Parents will notice that their children have increased attention spans once they begin playing non-electronic games. They might also show auxiliary benefits, such as increased levels of consideration for others, respect for following the rules, critical thinking, increased imagination, the ability the predict outcomes and more. If you’d like more details on the importance of playing games for child development, click here.

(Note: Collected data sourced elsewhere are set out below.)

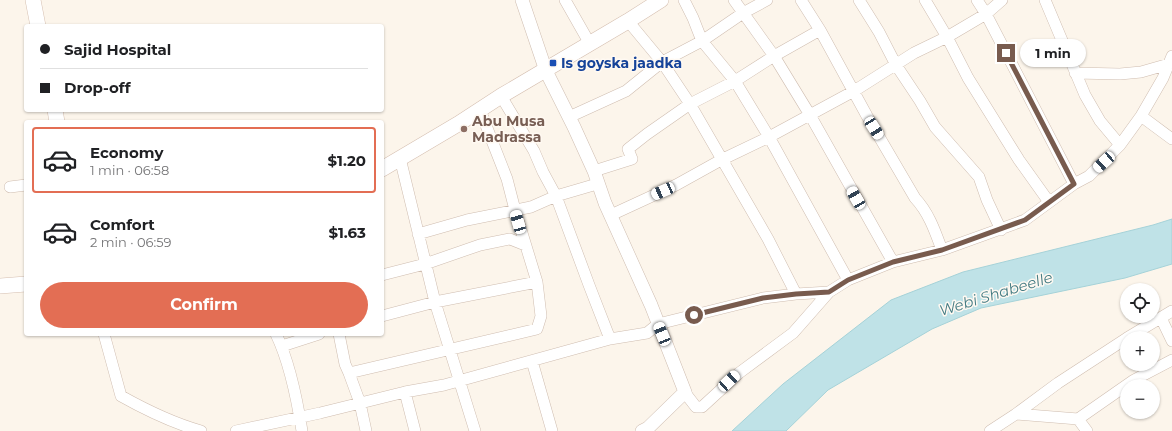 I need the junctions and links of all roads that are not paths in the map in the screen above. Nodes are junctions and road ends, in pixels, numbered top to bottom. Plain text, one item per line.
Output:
1 (33, 0) edge
2 (522, 0) edge
3 (565, 0) edge
4 (661, 0) edge
5 (684, 0) edge
6 (734, 0) edge
7 (767, 0) edge
8 (802, 0) edge
9 (859, 0) edge
10 (925, 0) edge
11 (977, 0) edge
12 (1002, 0) edge
13 (1045, 0) edge
14 (743, 13) junction
15 (986, 14) junction
16 (628, 21) junction
17 (38, 24) edge
18 (820, 30) junction
19 (947, 37) junction
20 (702, 41) junction
21 (590, 44) junction
22 (774, 56) junction
23 (1170, 60) edge
24 (662, 62) junction
25 (896, 66) junction
26 (546, 71) junction
27 (1075, 73) junction
28 (735, 80) junction
29 (1168, 81) edge
30 (854, 91) junction
31 (501, 96) junction
32 (690, 104) junction
33 (480, 110) junction
34 (810, 115) junction
35 (1141, 116) junction
36 (569, 117) junction
37 (769, 137) junction
38 (1172, 139) edge
39 (1120, 145) junction
40 (400, 158) junction
41 (721, 160) junction
42 (384, 168) edge
43 (596, 178) junction
44 (1074, 184) junction
45 (24, 185) edge
46 (10, 187) dead end
47 (556, 196) junction
48 (1049, 202) junction
49 (515, 210) junction
50 (611, 215) junction
51 (1001, 230) junction
52 (418, 234) junction
53 (525, 245) junction
54 (942, 250) junction
55 (893, 262) junction
56 (425, 264) junction
57 (384, 274) edge
58 (848, 280) junction
59 (537, 282) junction
60 (24, 284) edge
61 (0, 286) edge
62 (829, 292) junction
63 (796, 294) junction
64 (435, 302) junction
65 (1172, 311) edge
66 (384, 315) edge
67 (1161, 318) junction
68 (658, 324) junction
69 (1139, 331) edge
70 (105, 336) edge
71 (277, 336) edge
72 (313, 336) edge
73 (339, 336) edge
74 (610, 339) junction
75 (1172, 340) edge
76 (1120, 343) edge
77 (282, 346) junction
78 (450, 349) junction
79 (532, 360) junction
80 (1172, 360) edge
81 (349, 373) junction
82 (460, 380) junction
83 (405, 392) junction
84 (685, 392) junction
85 (360, 404) junction
86 (1016, 414) junction
87 (300, 417) junction
88 (1078, 420) junction
89 (201, 431) edge
90 (236, 431) edge
91 (302, 431) edge
92 (366, 431) edge
93 (415, 431) edge
94 (475, 431) edge
95 (552, 431) edge
96 (642, 431) edge
97 (990, 431) edge
98 (1086, 431) edge

1 - 17 main road
2 - 26 street
3 - 21 street
4 - 16 main road
5 - 20 street
6 - 14 street
7 - 14 street
8 - 18 street
9 - 25 street
10 - 19 street
11 - 15 street
12 - 15 street
13 - 27 street
14 - 20 street
14 - 22 street
15 - 19 street
15 - 44 street
16 - 21 main road
16 - 24 street
18 - 22 street
18 - 30 street
19 - 25 street
19 - 48 street
20 - 24 street
20 - 28 street
21 - 26 main road
22 - 28 street
22 - 34 street
23 - 27 street
23 - 29 street
24 - 32 street
24 - 36 street
25 - 30 street
25 - 51 street
26 - 31 main road
26 - 36 street
27 - 39 street
28 - 32 street
28 - 37 street
29 - 35 street
30 - 34 street
30 - 54 street
31 - 33 main road
31 - 47 street
32 - 41 street
32 - 43 street
33 - 40 main road
33 - 49 street
34 - 37 street
34 - 55 street
35 - 38 street
35 - 39 street
36 - 43 street
37 - 41 street
37 - 58 street
39 - 44 street
40 - 42 main road
40 - 52 street
41 - 50 street
41 - 63 street
43 - 47 street
43 - 50 street
44 - 48 street
45 - 46 street
47 - 49 street
47 - 74 street
48 - 51 street
49 - 52 street
49 - 53 street
50 - 68 street
51 - 54 street
52 - 56 street
53 - 56 street
53 - 59 street
54 - 55 street
55 - 58 street
56 - 57 street
56 - 64 street
58 - 62 street
59 - 64 street
59 - 78 street
60 - 61 main road
62 - 63 street
62 - 84 street
63 - 68 street
64 - 66 street
64 - 78 street
65 - 67 street
67 - 69 street
67 - 75 street
68 - 74 street
68 - 84 street
70 - 89 street
71 - 77 street
72 - 77 street
73 - 81 street
74 - 79 street
76 - 86 street
77 - 87 street
78 - 81 street
78 - 82 street
79 - 82 street
79 - 95 street
80 - 88 street
81 - 85 street
82 - 83 street
82 - 94 street
83 - 85 street
83 - 93 street
84 - 96 street
85 - 87 street
85 - 92 street
86 - 88 street
86 - 97 street
87 - 90 street
87 - 91 street
88 - 98 street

At JB’s on 41, we’re very interested in the family unit. We think it’s vital that children and their parents spend quality time together. It’s even better when that quality time is used to play games like bowling! That’s one of the reasons why we’re offering the Kids Bowl Free Program once again this summer. Every day this summer, registered kids from the area receive two free games of bowling. Children 15 years old or younger can participate after their parents register them. Click here to register now! JB’s will be hosting the Kids Bowl Free program from May 2 through August 31.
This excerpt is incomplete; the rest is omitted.